Parchment update: ifvms.js ZVM new default engine

Dannii · November 2, 2011, 1:34pm

Hello everyone!

Tonight I have uploaded my new Z-Machine implementation to Parchment. I would appreciate your help in testing it. To switch to ZVM, just add &vm=zvm to the end of a normal Parchment URL (ex: iplayif.com/?story=stories/troll.z5&vm=zvm). Once I’ve fixed a few minor things, and fix any bugs you help find, then I plan to make ZVM the default Z-Machine implementation in Parchment, and Gnusto will be used only as a backup (for version 3 etc.)

Some things aren’t supported yet:

Colours/styles in the status window
A few rarely used opcodes (one of which has never been supported by Gnusto): @catch, @throw, @get_cursor
Z-machine versions other than 5 and 8 (I have no plans for the other versions, sorry, but I do have plans for Glulx! )
Quotation boxes won’t be displayed
The main window’s width is too wide

I also have some questions for the experts among you:

What do the operands of @throw mean?
The monospace header bit is clearly independent of other UI stuff. Are @set_text_style and @set_font also independent? Or, would @set_text_style 8 then make @set_font return 4?

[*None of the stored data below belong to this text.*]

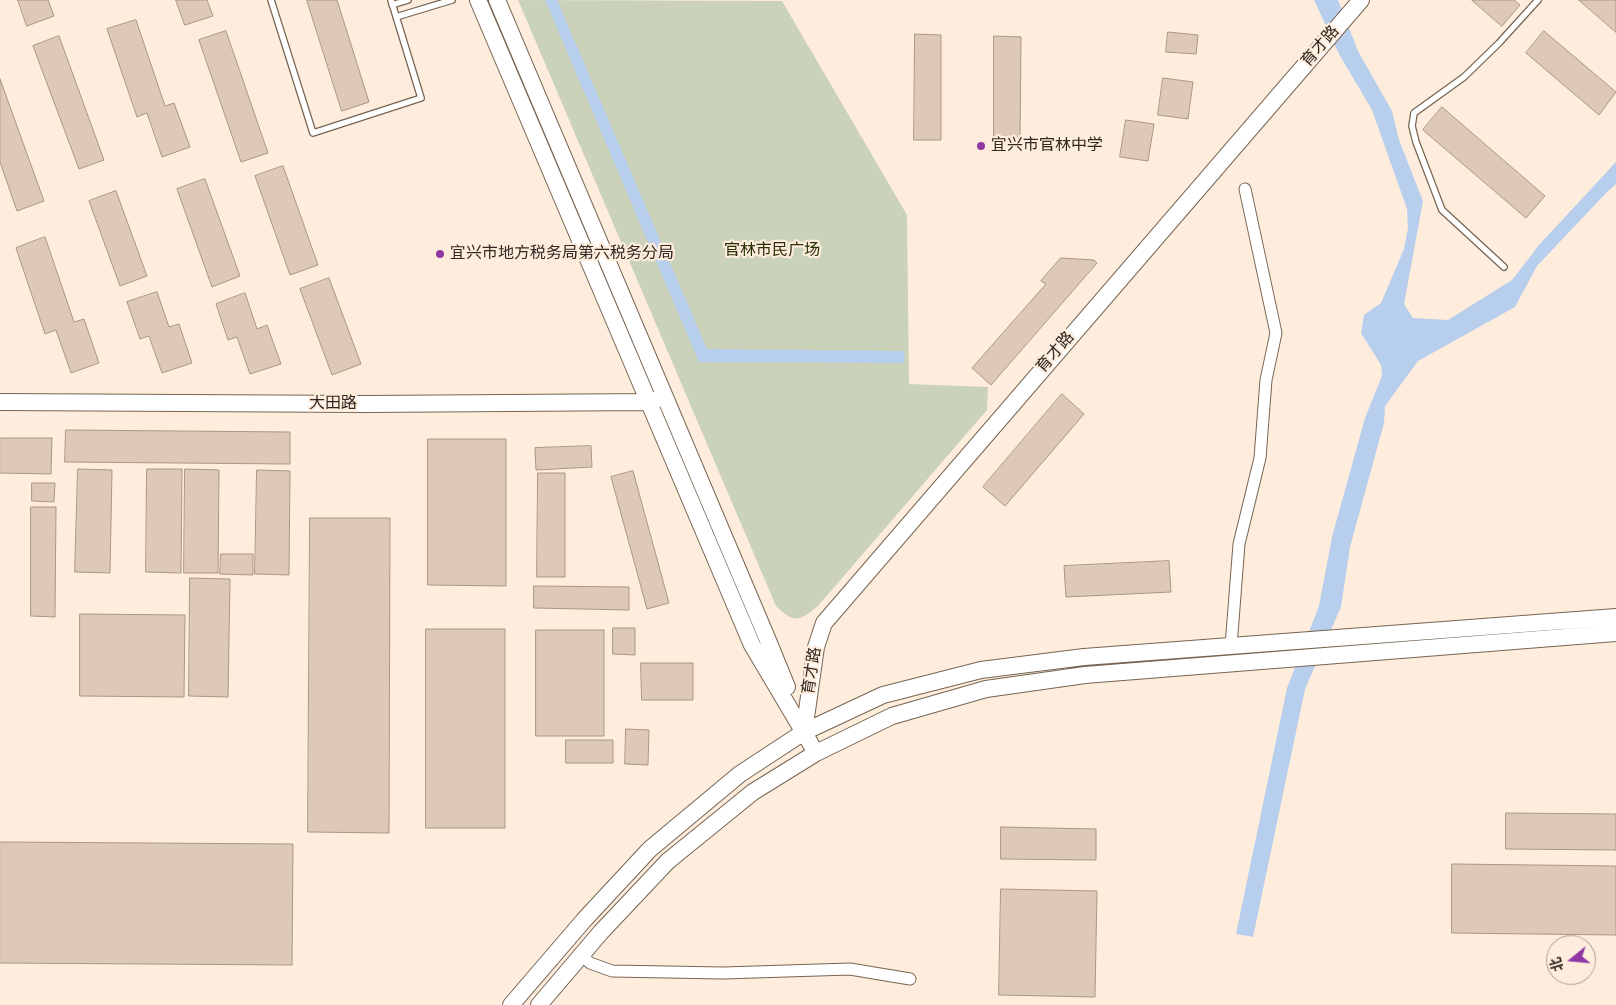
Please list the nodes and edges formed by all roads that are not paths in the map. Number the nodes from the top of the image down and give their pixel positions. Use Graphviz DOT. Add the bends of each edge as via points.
graph roads {
  1 [pos="271,0"];
  2 [pos="408,0"];
  3 [pos="452,0"];
  4 [pos="478,0"];
  5 [pos="497,0"];
  6 [pos="1361,0"];
  7 [pos="1538,0"];
  8 [pos="392,2"];
  9 [pos="396,17"];
  10 [pos="1245,189"];
  11 [pos="1504,267"];
  12 [pos="665,396"];
  13 [pos="0,402"];
  14 [pos="649,402"];
  15 [pos="1616,616"];
  16 [pos="1616,633"];
  17 [pos="1230,646"];
  18 [pos="804,732"];
  19 [pos="816,753"];
  20 [pos="581,955"];
  21 [pos="910,979"];
  22 [pos="511,1005"];
  23 [pos="539,1005"];
  1 -- 9 [label="lane" via="313,133 421,98"];
  2 -- 8 [label="lane"];
  3 -- 9 [label="lane"];
  4 -- 14 [label="main road"];
  5 -- 12 [label="main road"];
  6 -- 18 [label="main road, 育才路" via="824,623 816,647"];
  7 -- 11 [label="lane" via="1464,77 1414,113 1412,126 1442,210"];
  8 -- 9 [label="lane"];
  10 -- 17 [label="street" via="1276,333 1266,380 1260,458 1239,544"];
  12 -- 14 [label="main road, 大田路"];
  12 -- 18 [label="main road"];
  13 -- 14 [label="main road, 大田路"];
  14 -- 18 [label="main road" via="752,645"];
  15 -- 17 [label="main road"];
  16 -- 19 [label="main road" via="1086,675 986,689 892,716"];
  17 -- 18 [label="main road" via="1084,657 981,670 882,695"];
  18 -- 19 [label="main road"];
  18 -- 22 [label="main road" via="740,774 650,849"];
  19 -- 20 [label="main road" via="753,792 668,861"];
  20 -- 21 [label="street" via="590,964 612,971 723,973 850,969"];
  20 -- 23 [label="main road"];
}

weiju · November 2, 2011, 5:13pm

Hi Danii,

I have problems getting your example running on Chrome 15 (Uncaught Error: INDEX_SIZE_ERR: DOM Exception 1 in /?story=stories/troll.z5&vm=zvm:13)

as for @throw:

As I understand it, you store the value of your current stack frame in the @catch instruction. That value is then given to you in the @throw instruction as the second parameter, together with a routine return value in the first, which is used when you return from the state after unwinding the stack up to the saved state.
(this is how I implemented it in ZMPP).

Hope that was not too confusing of a sentence ,

Wei-ju

Juhana · November 2, 2011, 5:24pm

Very cool. What are the benefits compared to Gnusto?

cas · November 2, 2011, 11:10pm

To augment Wei-ju’s response: if you implement Quetzal, @catch is required to return the number of frames on the call stack (it uses the phrase “system stack”, but it seems obvious that the call stack is meant). So @catch in Main() returns 1; if you call another function, @catch in that function returns 2, etc. See §6.2 of Quetzal 1.4.

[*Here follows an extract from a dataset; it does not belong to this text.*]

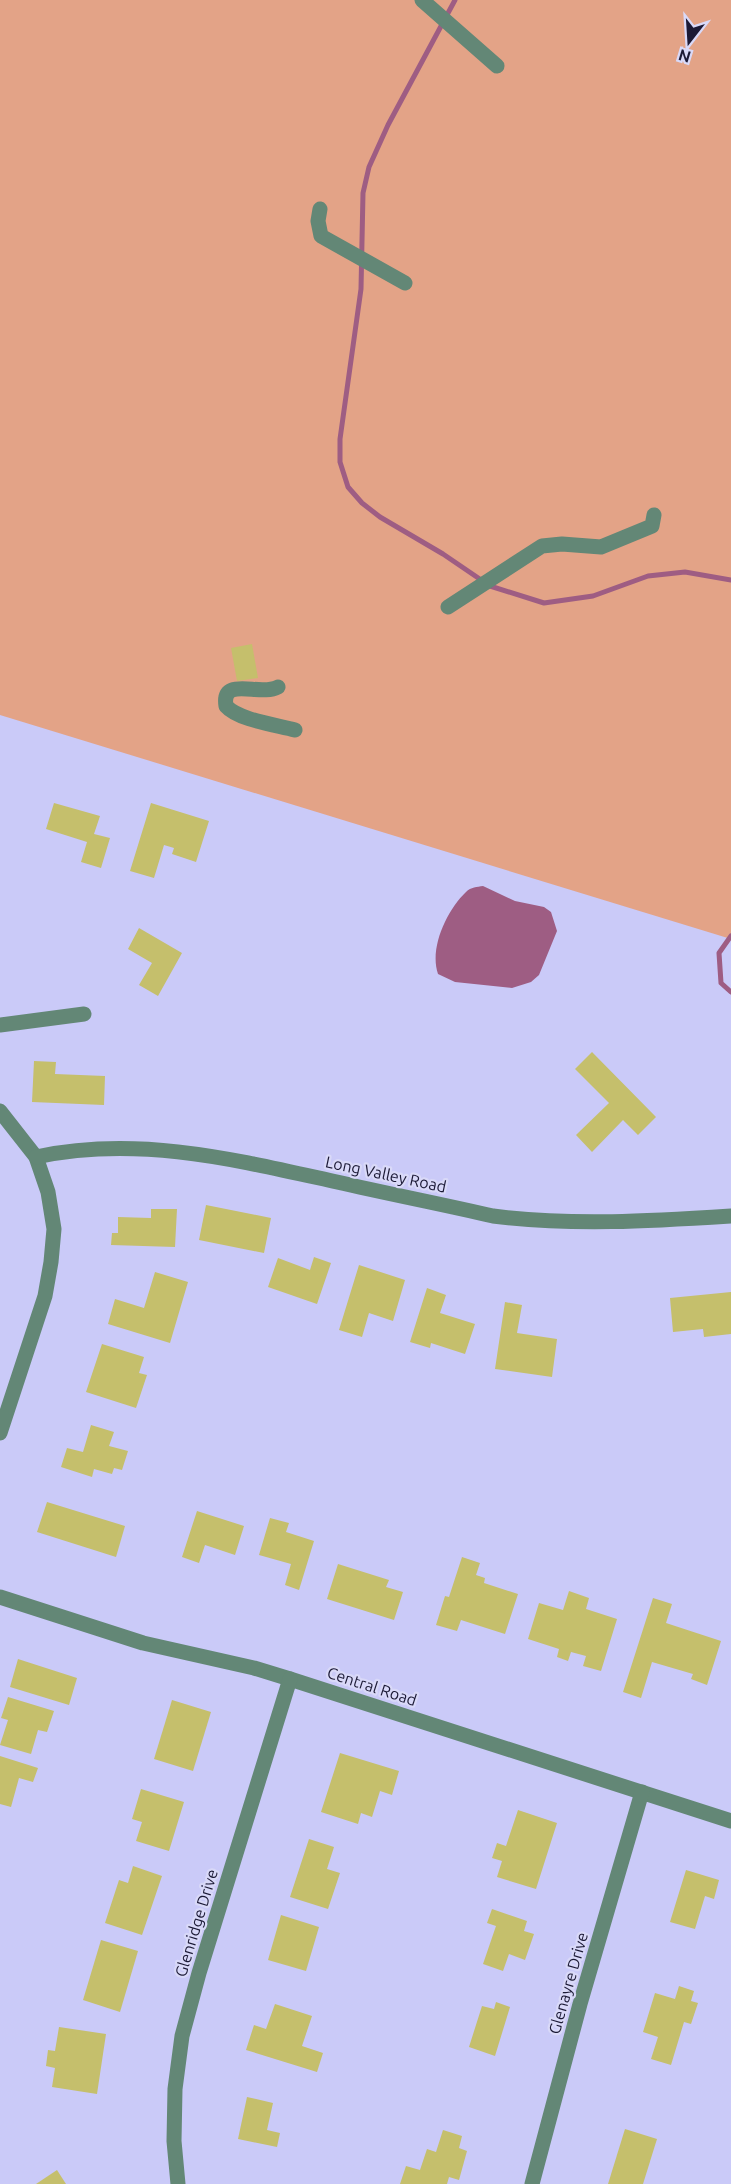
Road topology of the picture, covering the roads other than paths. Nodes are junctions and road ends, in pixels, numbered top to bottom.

I see nothing in the standard linking text styles and fonts, and I did not implement it that way. More importantly, the gold standard—Windows Frotz—does not appear to link them, which is as close to a de jure answer as you can get if there is nothing in the standard.

Dannii · November 3, 2011, 10:53am

Thanks for your comments everyone. I thought @throw worked that way. Gnusto has implemented it wrongly.

I’ve now more thoroughly tested it in Chrome and have pushed an update so that it works in Chrome, FF and IE. However I haven’t tested every file in existence, and the test suites aren’t comprehensive enough yet, so, if you use Parchment, I would appreciate you trying ZVM next time you use it.

Juhana, ifvms.js is a new way of writing JIT VMs, by using Abstract Syntax Trees. My plan is that there will be a common core, which ZVM and a future VM for Glulx and maybe even one for TADS would be built on top of. The big advantage is that an AST is much more manipulatable than the JIT systems of Gnusto and Quixe are, which just write out code to run. Instructions can easily be reordered, and structures like loops can be identified and converted into real JS loops, rather than a series of branches and jumps. Previously if you had a loop the JITer would have to stop before and after it, so that you would have three code sections. ifvms.js can compile a loop in place, with the code before and after it, and a JS loop in the middle which will run itself, rather than the VM framework telling it to run multiple times.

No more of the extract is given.